Non-zero noise extrapolation: accurately simulating noisy quantum circuits with tensor networks

Anthony P. Thompson, Arie Soeteman, Chris Cade, Ido Niesen

TL;DR

The paper addresses the challenge of accurately simulating noisy quantum circuits with tensor networks in the low-noise regime, where entanglement limits fidelity. It introduces non-zero noise extrapolation (NZNE), which artificially adds controllable noise to improve tensor-network emulations and then extrapolates results back to the desired low-noise level. Across benchmarks on TFIM, Fermi-Hubbard, XY, and large 60-qubit systems, NZNE significantly improves observable accuracy over direct high-fidelity emulations and remains scalable to larger qubit counts.

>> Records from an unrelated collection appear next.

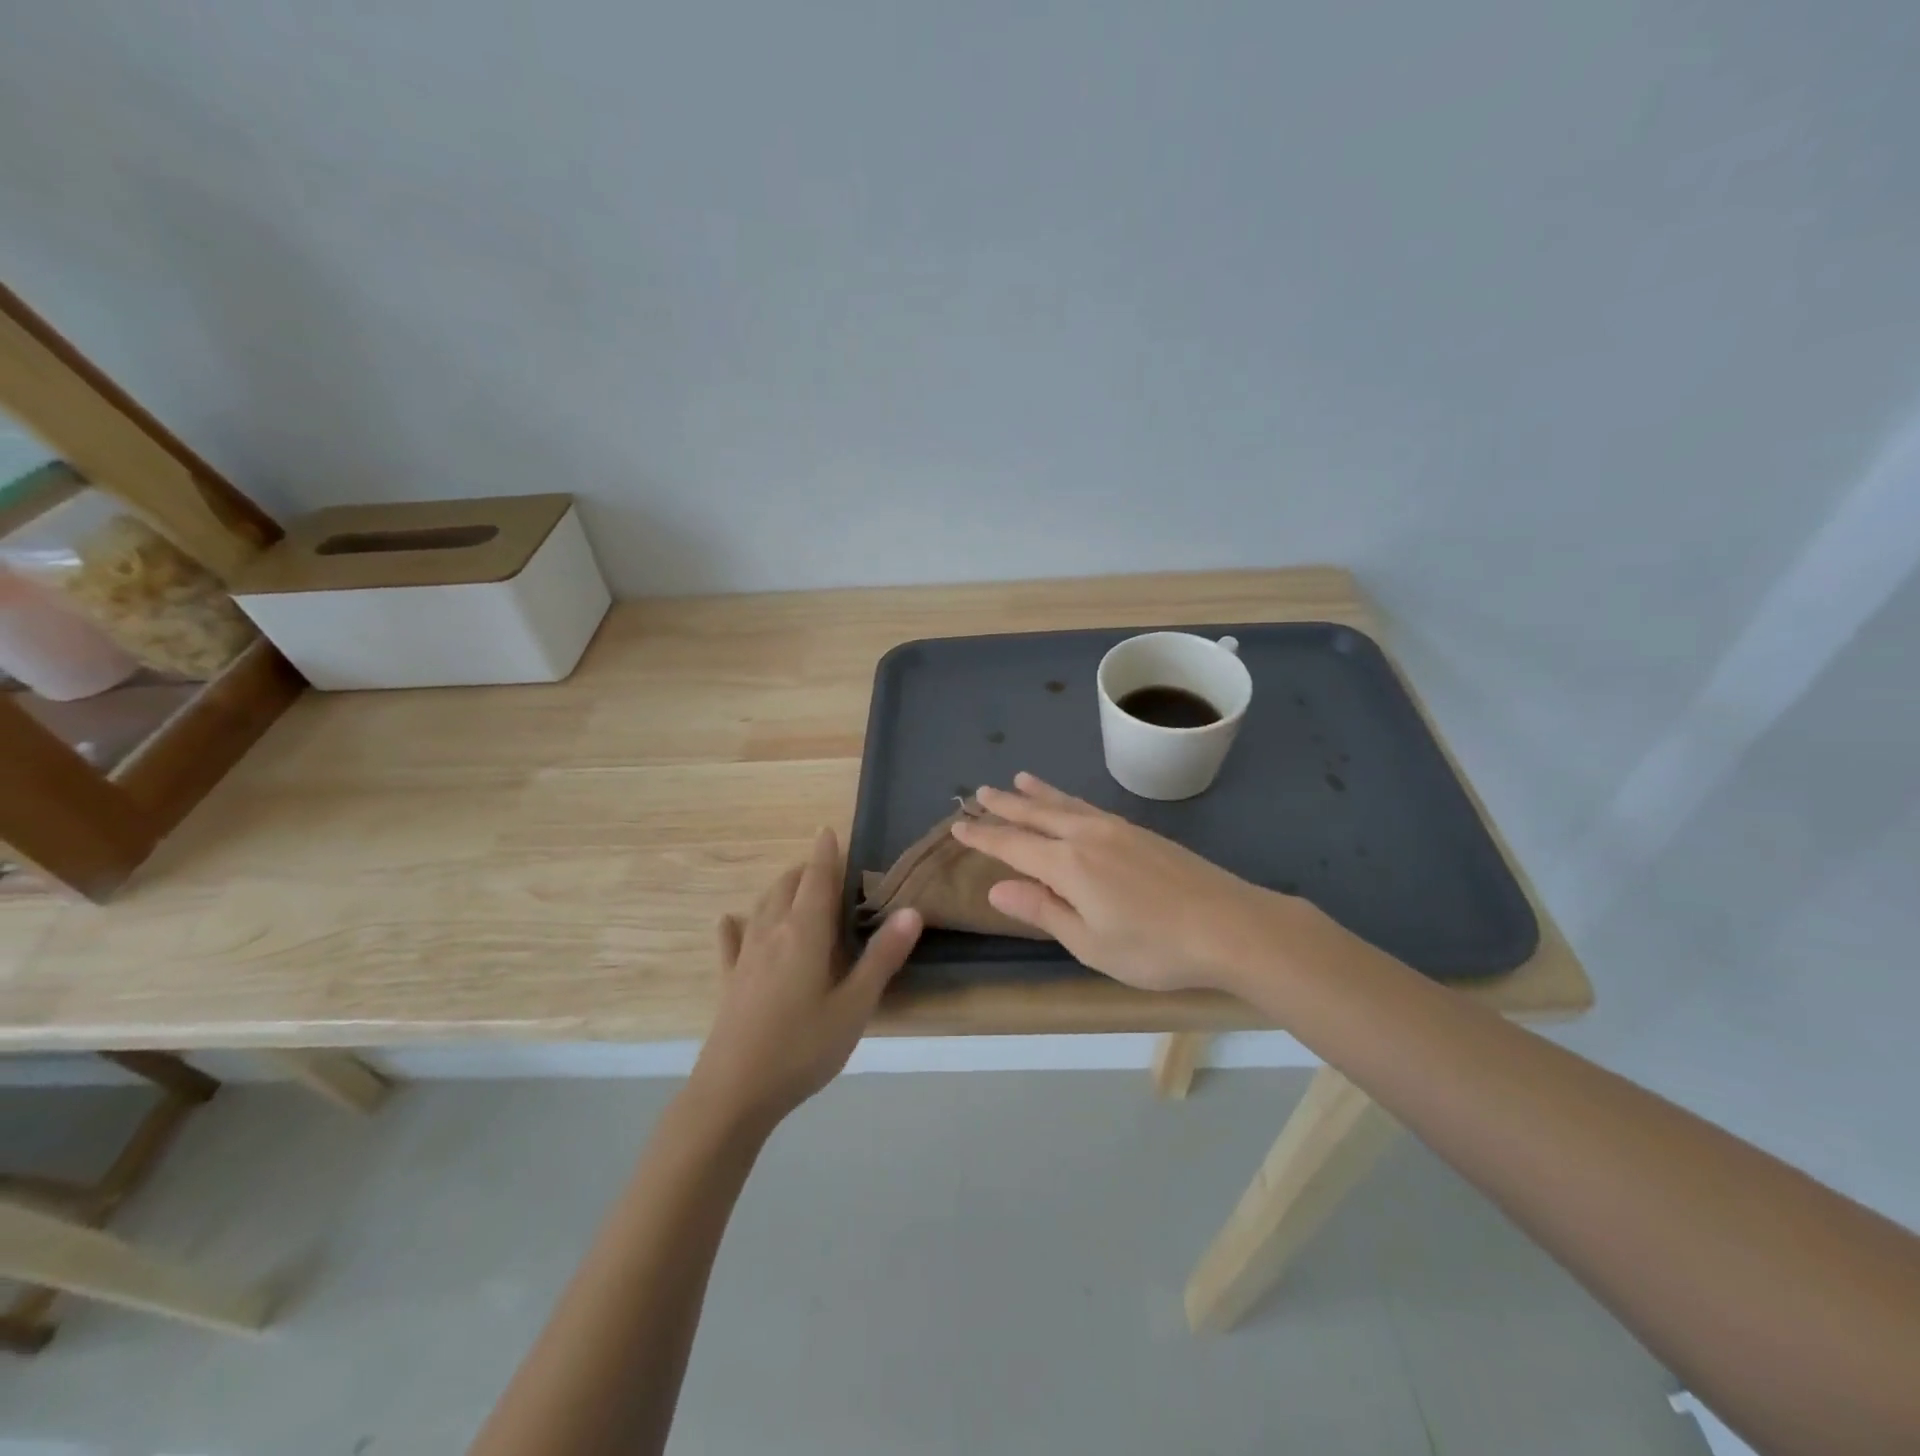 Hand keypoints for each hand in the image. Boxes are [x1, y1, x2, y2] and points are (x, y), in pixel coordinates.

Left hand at [688, 829, 921, 1130]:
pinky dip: (735, 925)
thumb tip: (912, 911)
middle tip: (823, 865)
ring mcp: (745, 957)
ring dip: (778, 889)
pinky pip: (731, 941)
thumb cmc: (802, 1048)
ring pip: (761, 907)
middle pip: (786, 887)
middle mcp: (772, 933)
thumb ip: (882, 957)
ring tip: (792, 884)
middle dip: (804, 870)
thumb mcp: (854, 1007)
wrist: (733, 1092)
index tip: (828, 831)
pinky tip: (730, 921)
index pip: (816, 880)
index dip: (825, 854)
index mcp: (805, 933)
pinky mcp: (729, 981)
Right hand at [952, 773, 1289, 993]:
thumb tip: (997, 888)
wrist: (1231, 925)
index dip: (984, 837)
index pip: (1013, 845)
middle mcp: (1087, 836)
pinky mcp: (1141, 832)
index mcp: (1068, 864)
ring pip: (1066, 804)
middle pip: (1037, 815)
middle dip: (1006, 805)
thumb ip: (1043, 911)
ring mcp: (1117, 829)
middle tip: (980, 792)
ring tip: (1019, 779)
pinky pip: (1090, 807)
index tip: (958, 826)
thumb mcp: (1090, 943)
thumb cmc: (1155, 947)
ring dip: (1038, 794)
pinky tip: (1071, 804)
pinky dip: (1069, 799)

The approach leverages a VMPO representation for density matrices, defines a fidelity-based extrapolation workflow, and outlines extensions to open systems and higher dimensions, offering a practical path toward reliable noise-aware quantum simulations on near-term hardware.

Abstract

Understanding the effects of noise on quantum computations is fundamental to the development of quantum hardware and quantum algorithms. Simulation tools are essential for quantitatively modelling these effects, yet unless artificial restrictions are placed on the circuit or noise model, accurately modelling noisy quantum computations is an extremely challenging task due to unfavourable scaling of required computational resources. Tensor network methods offer a viable solution for simulating computations that generate limited entanglement or that have noise models which yield low gate fidelities. However, in the most interesting regime of entangling circuits (with high gate fidelities) relevant for error correction and mitigation tensor network simulations often achieve poor accuracy. In this work we develop and numerically test a method for significantly improving the accuracy of tensor network simulations of noisy quantum circuits in the low-noise (i.e. high gate-fidelity) regime. Our method comes with the advantages that it (i) allows for the simulation of quantum circuits under generic types of noise model, (ii) is especially tailored to the low-noise regime, and (iii) retains the benefits of tensor network scaling, enabling efficient simulations of large numbers of qubits. We build upon the observations that adding extra noise to a quantum circuit makes it easier to simulate with tensor networks, and that the results can later be reliably extrapolated back to the low-noise regime of interest. These observations form the basis for a novel emulation technique that we call non-zero noise extrapolation, in analogy to the quantum error mitigation technique of zero-noise extrapolation.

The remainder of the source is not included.